* TASK
Nothing but the exact text of the entries should appear in your answer; pictures stay out.

(DATA SECTION begins)

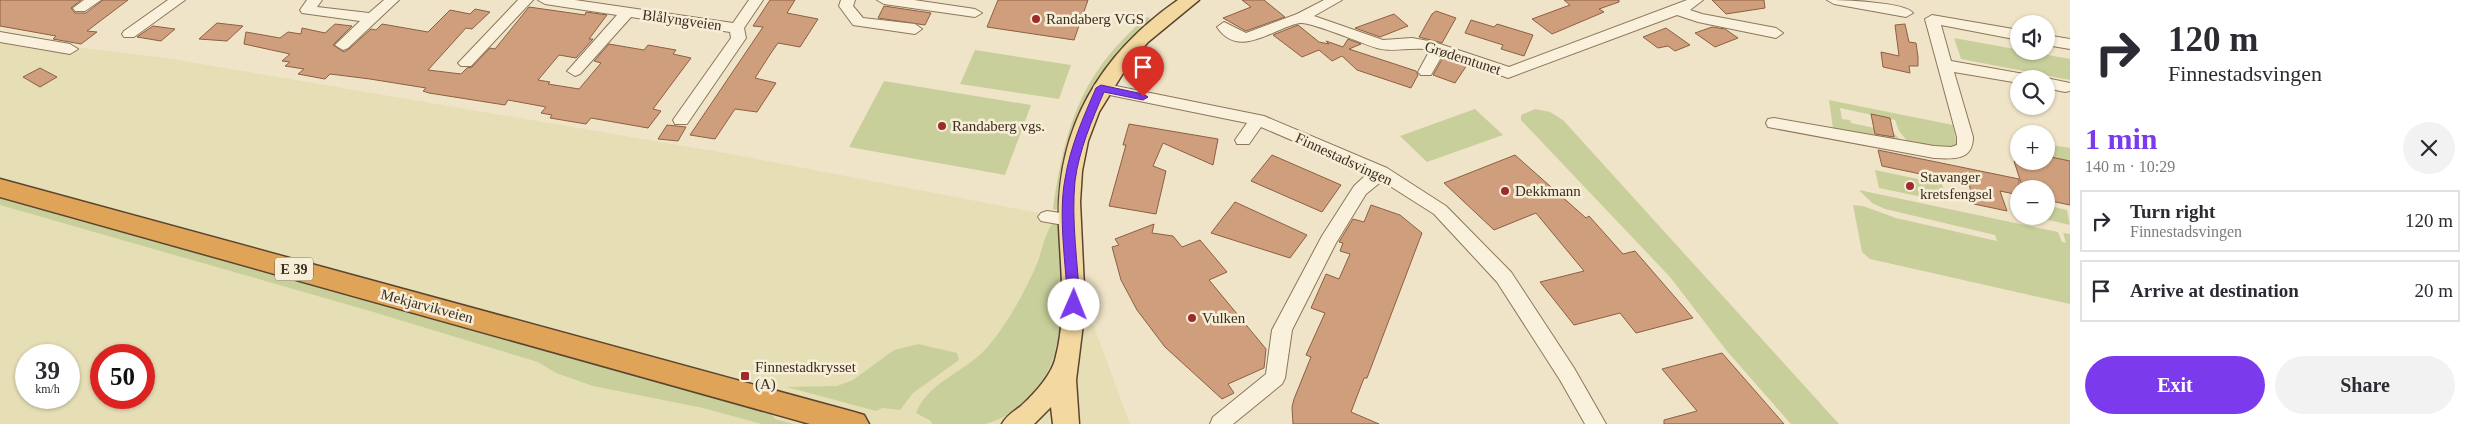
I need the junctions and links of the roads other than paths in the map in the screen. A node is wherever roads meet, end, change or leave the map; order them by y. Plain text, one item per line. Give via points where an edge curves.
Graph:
1 (94, 0) edge
2 (178, 0) edge
3 (315, 0) edge
4 (392, 0) edge
5 (526, 0) edge
6 (545, 0) edge
7 (756, 0) edge
8 (848, 0) edge
9 (884, 0) edge
10 (1189, 0) edge
11 (1335, 0) edge
12 (1696, 0) edge
13 (1834, 0) edge
14 (1164, 6) edge
15 (80, 8) dead end
16 (1677, 10) junction
17 (627, 12) junction
18 (975, 13) dead end
19 (1906, 13) dead end
20 (1302, 17) junction
21 (372, 18) junction
22 (1224, 27) dead end
23 (737, 28) junction
24 (915, 29) dead end
25 (1776, 33) dead end
26 (2010, 33) edge
27 (129, 34) dead end
28 (0, 37) edge
29 (2055, 42) edge
30 (2070, 44) edge
31 (342, 45) dead end
32 (1440, 48) junction
33 (70, 49) dead end
34 (466, 62) dead end
35 (1945, 65) junction
36 (575, 71) dead end
37 (1426, 72) dead end
38 (2010, 77) edge
39 (2055, 85) edge
40 (2066, 87) dead end
41 (1101, 88) junction
42 (681, 120) dead end
43 (1258, 120) junction
44 (1774, 123) dead end
45 (1243, 140) dead end
46 (1381, 172) junction
47 (0, 188) edge
48 (1047, 217) dead end
49 (1069, 220) junction
50 (1064, 367) junction
51 (1220, 423) edge
52 (854, 424) edge
53 (1015, 424) edge
54 (1066, 424) edge
55 (1596, 424) edge

1 - 15 street
2 - 27 street
3 - 21 street via 307,10
4 - 21 street
5 - 34 street
6 - 17 street, Blålyngveien
7 - 23 street, Blålyngveien
8 - 24 street via 846,6 858,22
9 - 18 street
10 - 14 main road
11 - 20 street
12 - 16 street, Grødemtunet
13 - 19 street
14 - 41 main road
16 - 25 street via 1698,18
16 - 32 street, Grødemtunet via 1508,73
17 - 23 street, Blålyngveien
17 - 36 street, Blålyngveien
20 - 22 street via 1247,38 1238,37
20 - 32 street, Grødemtunet via 1382,45 1412,42
21 - 31 street
23 - 42 street, Blålyngveien via 739,38
26 - 35 street via 1932,19
28 - 33 street
29 - 30 street
32 - 37 street
35 - 38 street
35 - 44 street via 1965,137 1965,148 1960,152 1934,152
39 - 40 street
41 - 43 street, Finnestadsvingen
41 - 49 main road via 1074,160
43 - 45 street
43 - 46 street, Finnestadsvingen
46 - 51 street via 1360,190 1324,249 1282,330 1275,378
46 - 55 street, Finnestadsvingen via 1440,210 1504,277
47 - 52 highway, Mekjarvikveien / E 39
48 - 49 street
49 - 50 main road via 1073,320
50 - 53 main road via 1046,398
50 - 54 main road

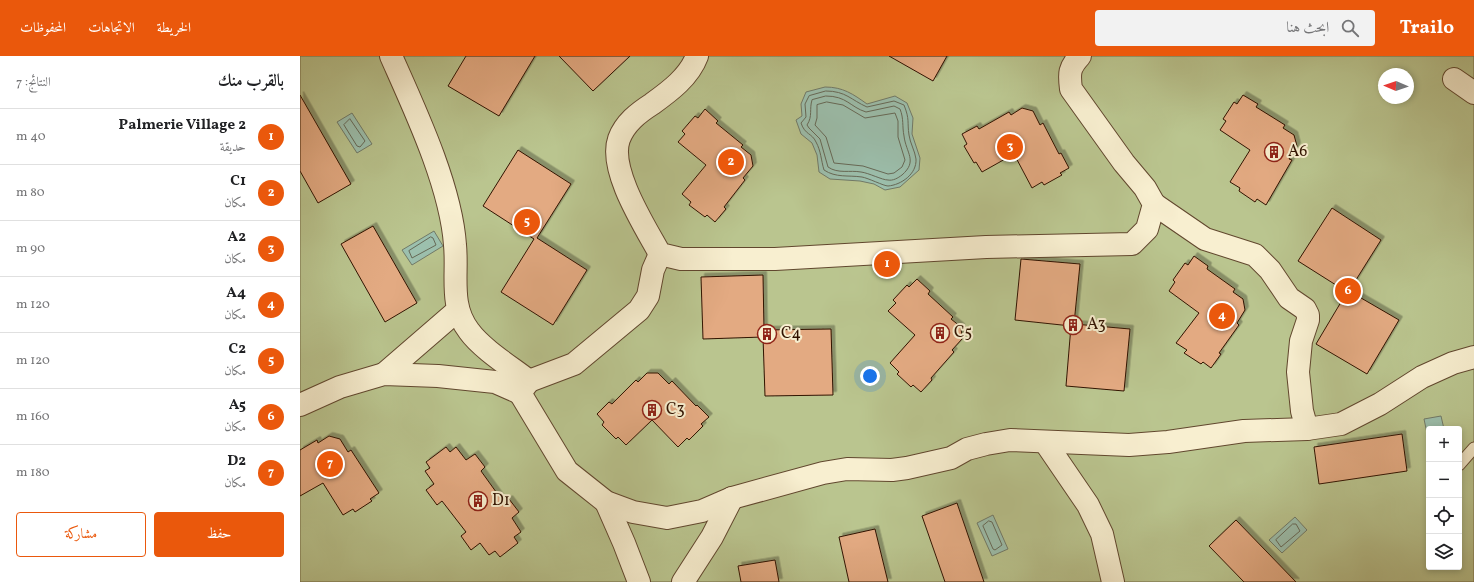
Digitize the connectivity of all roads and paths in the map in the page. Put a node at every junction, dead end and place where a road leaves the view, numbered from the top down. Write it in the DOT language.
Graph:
graph roads {
  1 [pos="391,56"];
  2 [pos="697,56"];
  3 [pos="1080,56"];
  4 [pos="1454,79"];
  5 [pos="1474,93"];
  6 [pos="1154,204"];
  7 [pos="660,254"];
  8 [pos="458,310"];
  9 [pos="1474,357"];
  10 [pos="384,374"];
  11 [pos="525,387"];
  12 [pos="300,405"];
  13 [pos="1308,429"];
  14 [pos="1045,442"];
  15 [pos="1474,448"];
  16 [pos="1462,462"];
  17 [pos="732,498"];
  18 [pos="606,502"];
  19 [pos="639,582"];
  20 [pos="683,582"];
  21 [pos="1113,582"];
  1 -- 8 [label="street"];
  2 -- 7 [label="street"];
  3 -- 6 [label="street"];
  4 -- 5 [label="street"];
  6 -- 7 [label="street"];
  6 -- 13 [label="street"];
  7 -- 11 [label="street"];
  8 -- 10 [label="street"];
  8 -- 11 [label="street"];
  9 -- 13 [label="street"];
  10 -- 11 [label="street"];
  10 -- 12 [label="street"];
  11 -- 18 [label="street"];
  13 -- 14 [label="street"];
  14 -- 17 [label="street"];
  14 -- 21 [label="street"];
  15 -- 16 [label="lane"];
  17 -- 18 [label="street"];
  17 -- 20 [label="street"];
  18 -- 19 [label="street"];
}
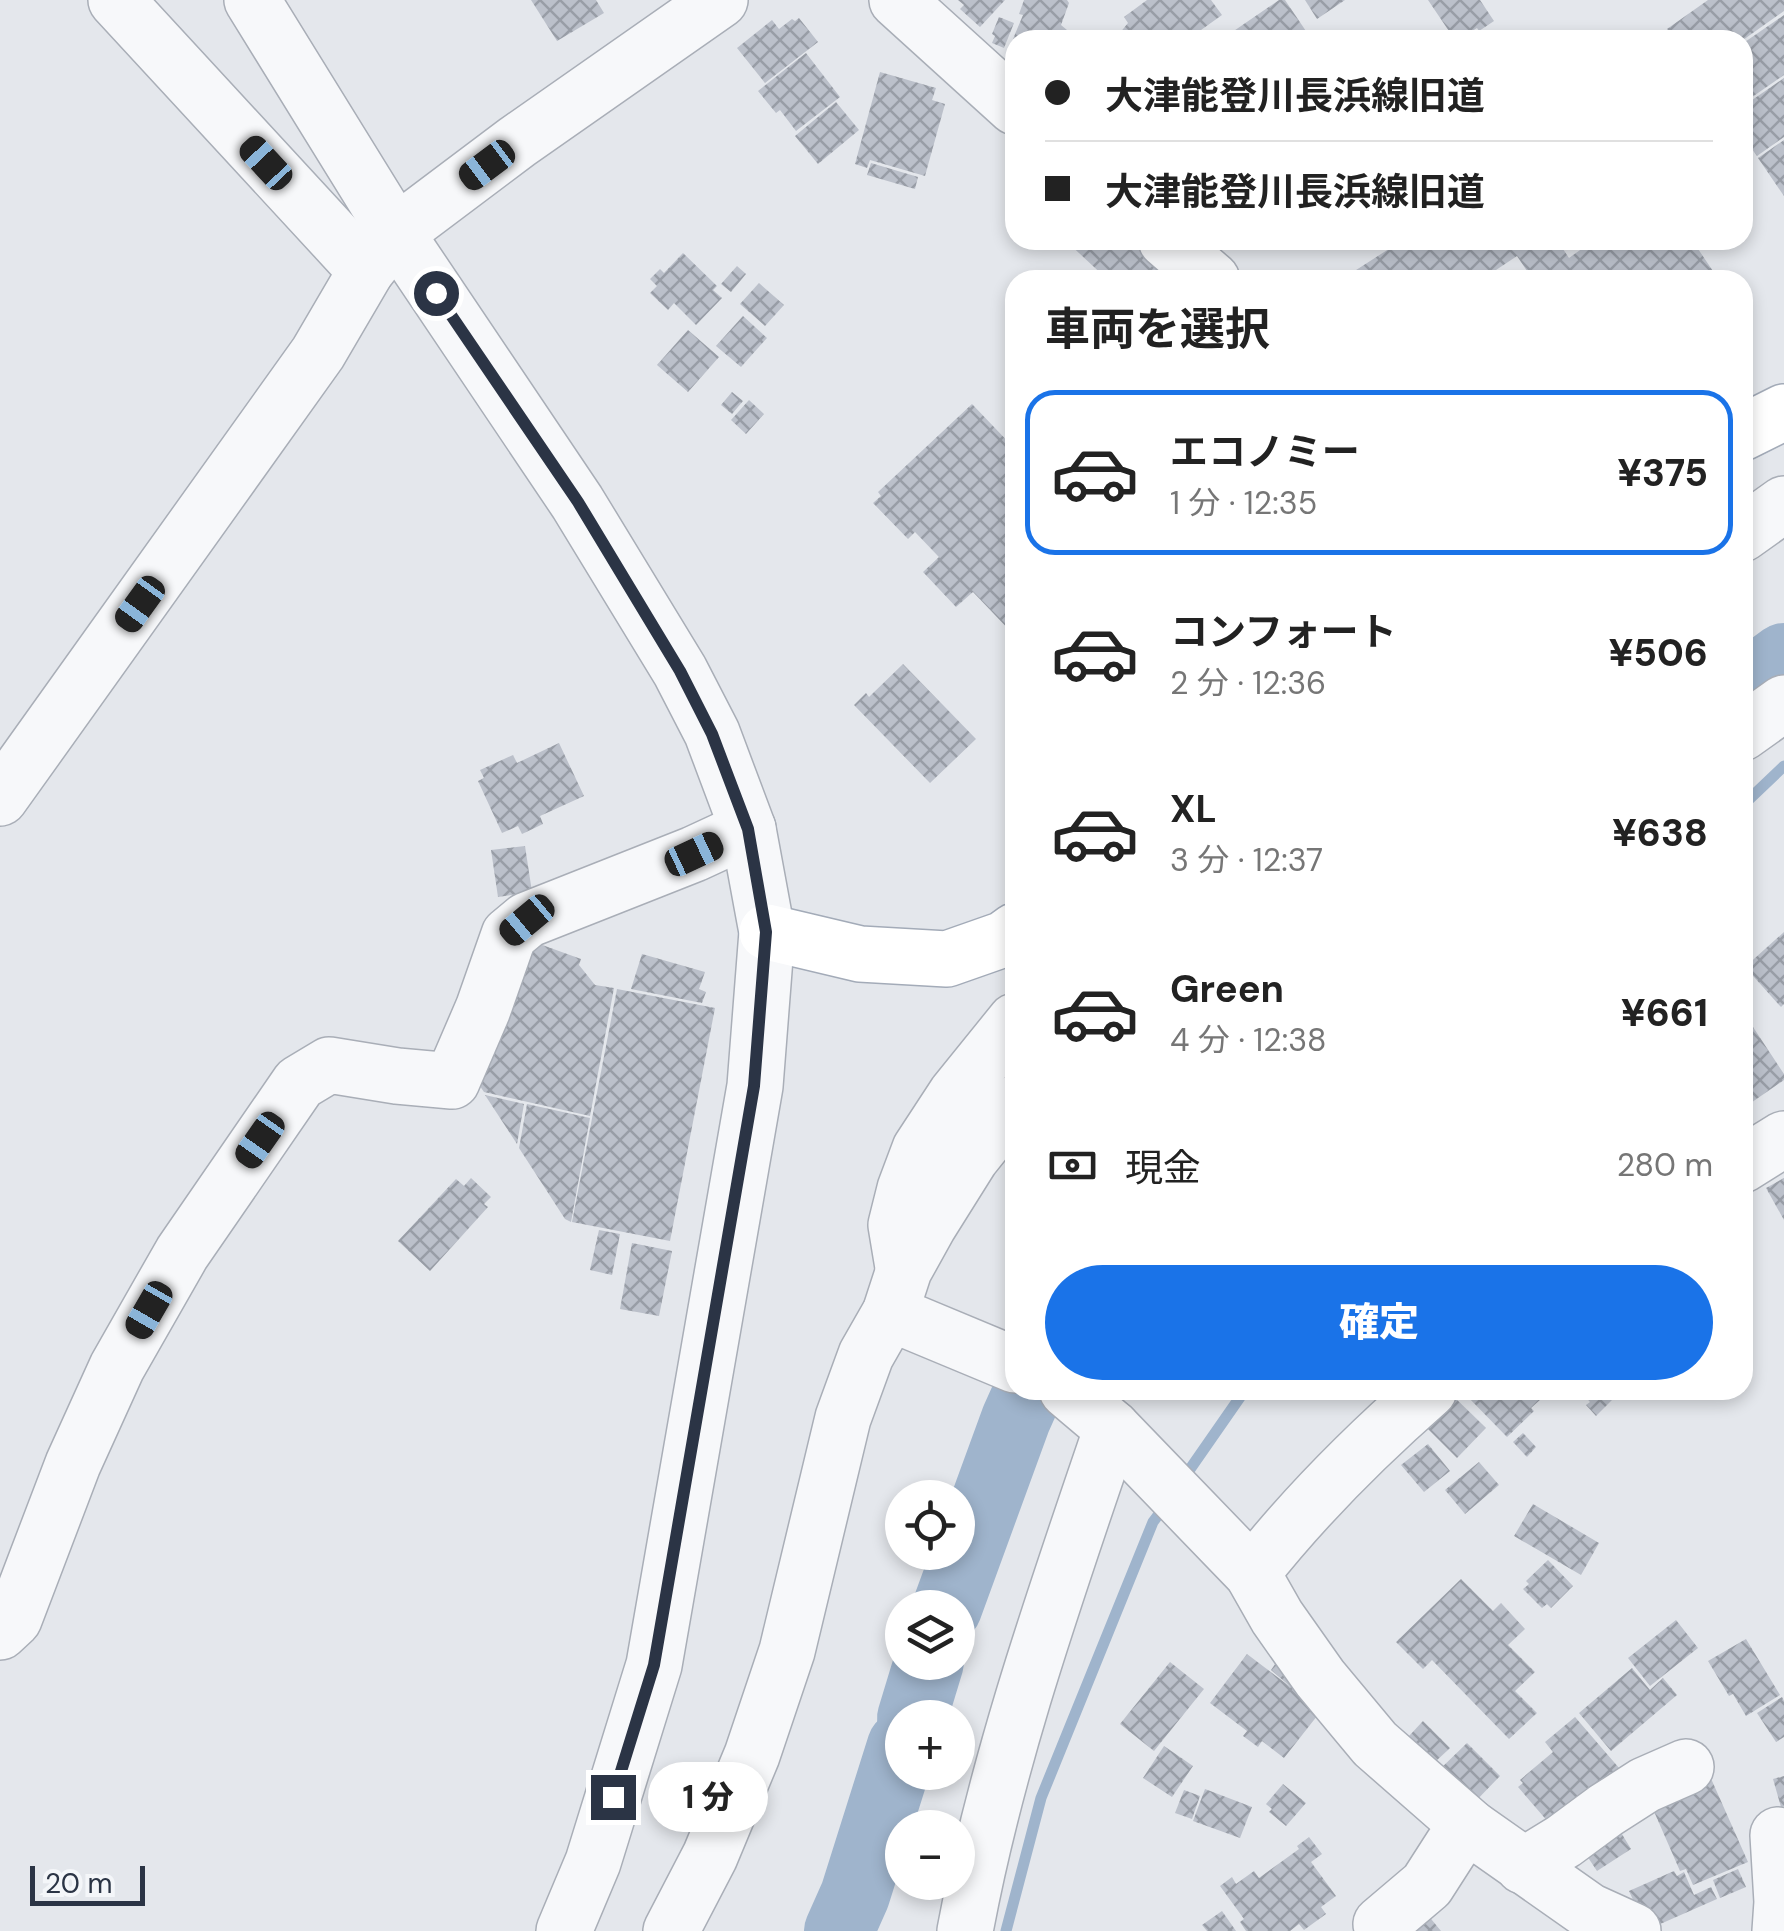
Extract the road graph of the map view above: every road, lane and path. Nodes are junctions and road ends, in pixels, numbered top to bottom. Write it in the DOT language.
graph roads {
  1 [pos="116,0"];
  2 [pos="252,0"];
  3 [pos="720,0"];
  4 [pos="897,0"];
  5 [pos="1005,98"];
  6 [pos="1178,250"];
  7 [pos="381,252"];
  8 [pos="1200,270"];
  9 [pos="1784,412"];
  10 [pos="1753,427"];
  11 [pos="1784,504"];
  12 [pos="1753,526"];
  13 [pos="1784,703"];
  14 [pos="1753,725"];
  15 [pos="0,798"];
  16 [pos="748,829"];
  17 [pos="766,932"];
  18 [pos="1005,938"];
  19 [pos="1005,1034"];
  20 [pos="1005,1116"];
  21 [pos="1784,1139"];
  22 [pos="1753,1158"];
  23 [pos="909,1304"];
  24 [pos="1005,1359"];
  25 [pos="1079,1400"];
  26 [pos="1418,1400"];
  27 [pos="1112,1428"];
  28 [pos="1252,1573"];
  29 [pos="0,1632"];
  30 [pos="1686,1768"];
  31 [pos="1471,1828"];
  32 [pos="1778,1835"];
  33 [pos="1523,1866"];
  34 [pos="1381,1924"];
  35 [pos="564,1931"];
  36 [pos="671,1931"];
  37 [pos="965,1931"];
  38 [pos="1633,1931"];
  39 [pos="1780,1931"];
  1 -- 7 [label="street"];
  2 -- 7 [label="street"];
  3 -- 7 [label="street"];
  4 -- 5 [label="street"];
  6 -- 8 [label="street"];
  7 -- 15 [label="street"];
  7 -- 16 [label="street"];
  9 -- 10 [label="main road"];
  11 -- 12 [label="street"];
  13 -- 14 [label="street"];
  16 -- 17 [label="street"];
  16 -- 29 [label="street"];
  17 -- 18 [label="main road"];
  17 -- 35 [label="street"];
  19 -- 23 [label="street"];
  20 -- 23 [label="street"];
  21 -- 22 [label="street"];
  23 -- 24 [label="street"];
  23 -- 36 [label="street"];
  25 -- 27 [label="street"];
  26 -- 28 [label="street"];
  27 -- 28 [label="street"];
  27 -- 37 [label="street"];
  28 -- 31 [label="street"];
  30 -- 33 [label="street"];
  31 -- 33 [label="street"];
  31 -- 34 [label="street"];
  32 -- 39 [label="street"];
  33 -- 38 [label="street"];
}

(DATA SECTION ends)

* ANSWER TO THIS PROBLEM
I need the junctions and links of the roads other than paths in the map in the screen. A node is wherever roads meet, end, change or leave the map; order them by y. Plain text, one item per line. Give via points where an edge curves.
Graph:
1 (94, 0) edge
2 (178, 0) edge
3 (315, 0) edge
4 (392, 0) edge
5 (526, 0) edge
6 (545, 0) edge
7 (756, 0) edge
8 (848, 0) edge
9 (884, 0) edge
10 (1189, 0) edge
11 (1335, 0) edge
12 (1696, 0) edge
13 (1834, 0) edge
14 (1164, 6) edge
15 (80, 8) dead end
16 (1677, 10) junction
17 (627, 12) junction
18 (975, 13) dead end
19 (1906, 13) dead end
20 (1302, 17) junction
21 (372, 18) junction
22 (1224, 27) dead end
23 (737, 28) junction
24 (915, 29) dead end
25 (1776, 33) dead end
26 (2010, 33) edge
27 (129, 34) dead end
28 (0, 37) edge
29 (2055, 42) edge
30 (2070, 44) edge
31 (342, 45) dead end
32 (1440, 48) junction
33 (70, 49) dead end
34 (466, 62) dead end
35 (1945, 65) junction
36 (575, 71) dead end
37 (1426, 72) dead end
38 (2010, 77) edge
39 (2055, 85) edge
40 (2066, 87) dead end
41 (1101, 88) junction
42 (681, 120) dead end
43 (1258, 120) junction
44 (1774, 123) dead end
45 (1243, 140) dead end
46 (1381, 172) junction
47 (0, 188) edge
48 (1047, 217) dead end
49 (1069, 220) junction
50 (1064, 367) junction
51 (1220, 423) edge
52 (854, 424) edge
53 (1015, 424) edge
54 (1066, 424) edge
55 (1596, 424) edge

1 - 15 street
2 - 27 street
3 - 21 street via 307,10
4 - 21 street
5 - 34 street
6 - 17 street, Blålyngveien
7 - 23 street, Blålyngveien
8 - 24 street via 846,6 858,22
9 - 18 street
10 - 14 main road
11 - 20 street
12 - 16 street, Grødemtunet
13 - 19 street
14 - 41 main road
16 - 25 street via 1698,18
16 - 32 street, Grødemtunet via 1508,73
17 - 23 street, Blålyngveien
17 - 36 street, Blålyngveien
20 - 22 street via 1247,38 1238,37
20 - 32 street, Grødemtunet via 1382,45 1412,42
21 - 31 street
23 - 42 street, Blålyngveien via 739,38
26 - 35 street via 1932,19
28 - 33 street
29 - 30 street
32 - 37 street
35 - 38 street
35 - 44 street via 1965,137 1965,148 1960,152 1934,152
39 - 40 street
41 - 43 street, Finnestadsvingen
41 - 49 main road via 1074,160
43 - 45 street
43 - 46 street, Finnestadsvingen
46 - 51 street via 1360,190 1324,249 1282,330 1275,378
46 - 55 street, Finnestadsvingen via 1440,210 1504,277
47 - 52 highway, Mekjarvikveien / E 39
48 - 49 street
49 - 50 main road via 1073,320
50 - 53 main road via 1046,398
50 - 54 main road

Digitize the connectivity of all roads and paths in the map in the page. Put a node at every junction, dead end and place where a road leaves the view, numbered from the top down. Write it in the DOT language.
Graph:
graph roads {
  1 [pos="391,56"];
  2 [pos="697,56"];
  3 [pos="1080,56"];
  4 [pos="1454,79"];
  5 [pos="1474,93"];
  6 [pos="1154,204"];
  7 [pos="660,254"];
  8 [pos="458,310"];
  9 [pos="1474,357"];
  10 [pos="384,374"];
  11 [pos="525,387"];
  12 [pos="300,405"];
  13 [pos="1308,429"];
  14 [pos="1045,442"];
  15 [pos="1474,448"];
  16 [pos="1462,462"];
  17 [pos="732,498"];
  18 [pos="606,502"];
  19 [pos="639,582"];
  20 [pos="683,582"];
  21 [pos="1113,582"];
  1 -- 8 [label="street"];
  2 -- 7 [label="street"];
  3 -- 6 [label="street"];
  4 -- 5 [label="street"];
  6 -- 7 [label="street"];
  6 -- 13 [label="street"];
  7 -- 11 [label="street"];
  8 -- 10 [label="street"];
  8 -- 11 [label="street"];
  9 -- 13 [label="street"];
  10 -- 11 [label="street"];
  10 -- 12 [label="street"];
  11 -- 18 [label="street"];
  13 -- 14 [label="street"];
  14 -- 17 [label="street"];
  14 -- 21 [label="street"];
  15 -- 16 [label="lane"];
  17 -- 18 [label="street"];
  17 -- 20 [label="street"];
  18 -- 19 [label="street"];
}
Extract the road graph of the map view above: every road, lane and path. Nodes are junctions and road ends, in pixels, numbered top to bottom. Write it in the DOT language.
graph roads {
  1 [pos="116,0"];
  2 [pos="252,0"];
  3 [pos="720,0"];
  4 [pos="897,0"];
  5 [pos="1005,98"];
  6 [pos="1178,250"];
  7 [pos="381,252"];
  8 [pos="1200,270"];
  9 [pos="1784,412"];
  10 [pos="1753,427"];
  11 [pos="1784,504"];
  12 [pos="1753,526"];
  13 [pos="1784,703"];
  14 [pos="1753,725"];
  15 [pos="0,798"];
  16 [pos="748,829"];
  17 [pos="766,932"];
  18 [pos="1005,938"];
  19 [pos="1005,1034"];
  20 [pos="1005,1116"];
  21 [pos="1784,1139"];
  22 [pos="1753,1158"];
  23 [pos="909,1304"];
  24 [pos="1005,1359"];
  25 [pos="1079,1400"];
  26 [pos="1418,1400"];
  27 [pos="1112,1428"];
  28 [pos="1252,1573"];
  29 [pos="0,1632"];
  30 [pos="1686,1768"];
  31 [pos="1471,1828"];
  32 [pos="1778,1835"];
  33 [pos="1523,1866"];
  34 [pos="1381,1924"];
  35 [pos="564,1931"];
  36 [pos="671,1931"];
  37 [pos="965,1931"];
  38 [pos="1633,1931"];
  39 [pos="1780,1931"];
  1 -- 7 [label="street"];
  2 -- 7 [label="street"];
  3 -- 7 [label="street"];
  4 -- 5 [label="street"];
  6 -- 8 [label="street"];
  7 -- 15 [label="street"];
  7 -- 16 [label="street"];
  9 -- 10 [label="main road"];
  11 -- 12 [label="street"];
  13 -- 14 [label="street"];
  16 -- 17 [label="street"];
  16 -- 29 [label="street"];
  17 -- 18 [label="main road"];
  17 -- 35 [label="street"];
  19 -- 23 [label="street"];
  20 -- 23 [label="street"];
  21 -- 22 [label="street"];
  23 -- 24 [label="street"];
  23 -- 36 [label="street"];
  25 -- 27 [label="street"];
  26 -- 28 [label="street"];
  27 -- 28 [label="street"];
  27 -- 37 [label="street"];
  28 -- 31 [label="street"];
  30 -- 33 [label="street"];
  31 -- 33 [label="street"];
  31 -- 34 [label="street"];
  32 -- 39 [label="street"];
  33 -- 38 [label="street"];
}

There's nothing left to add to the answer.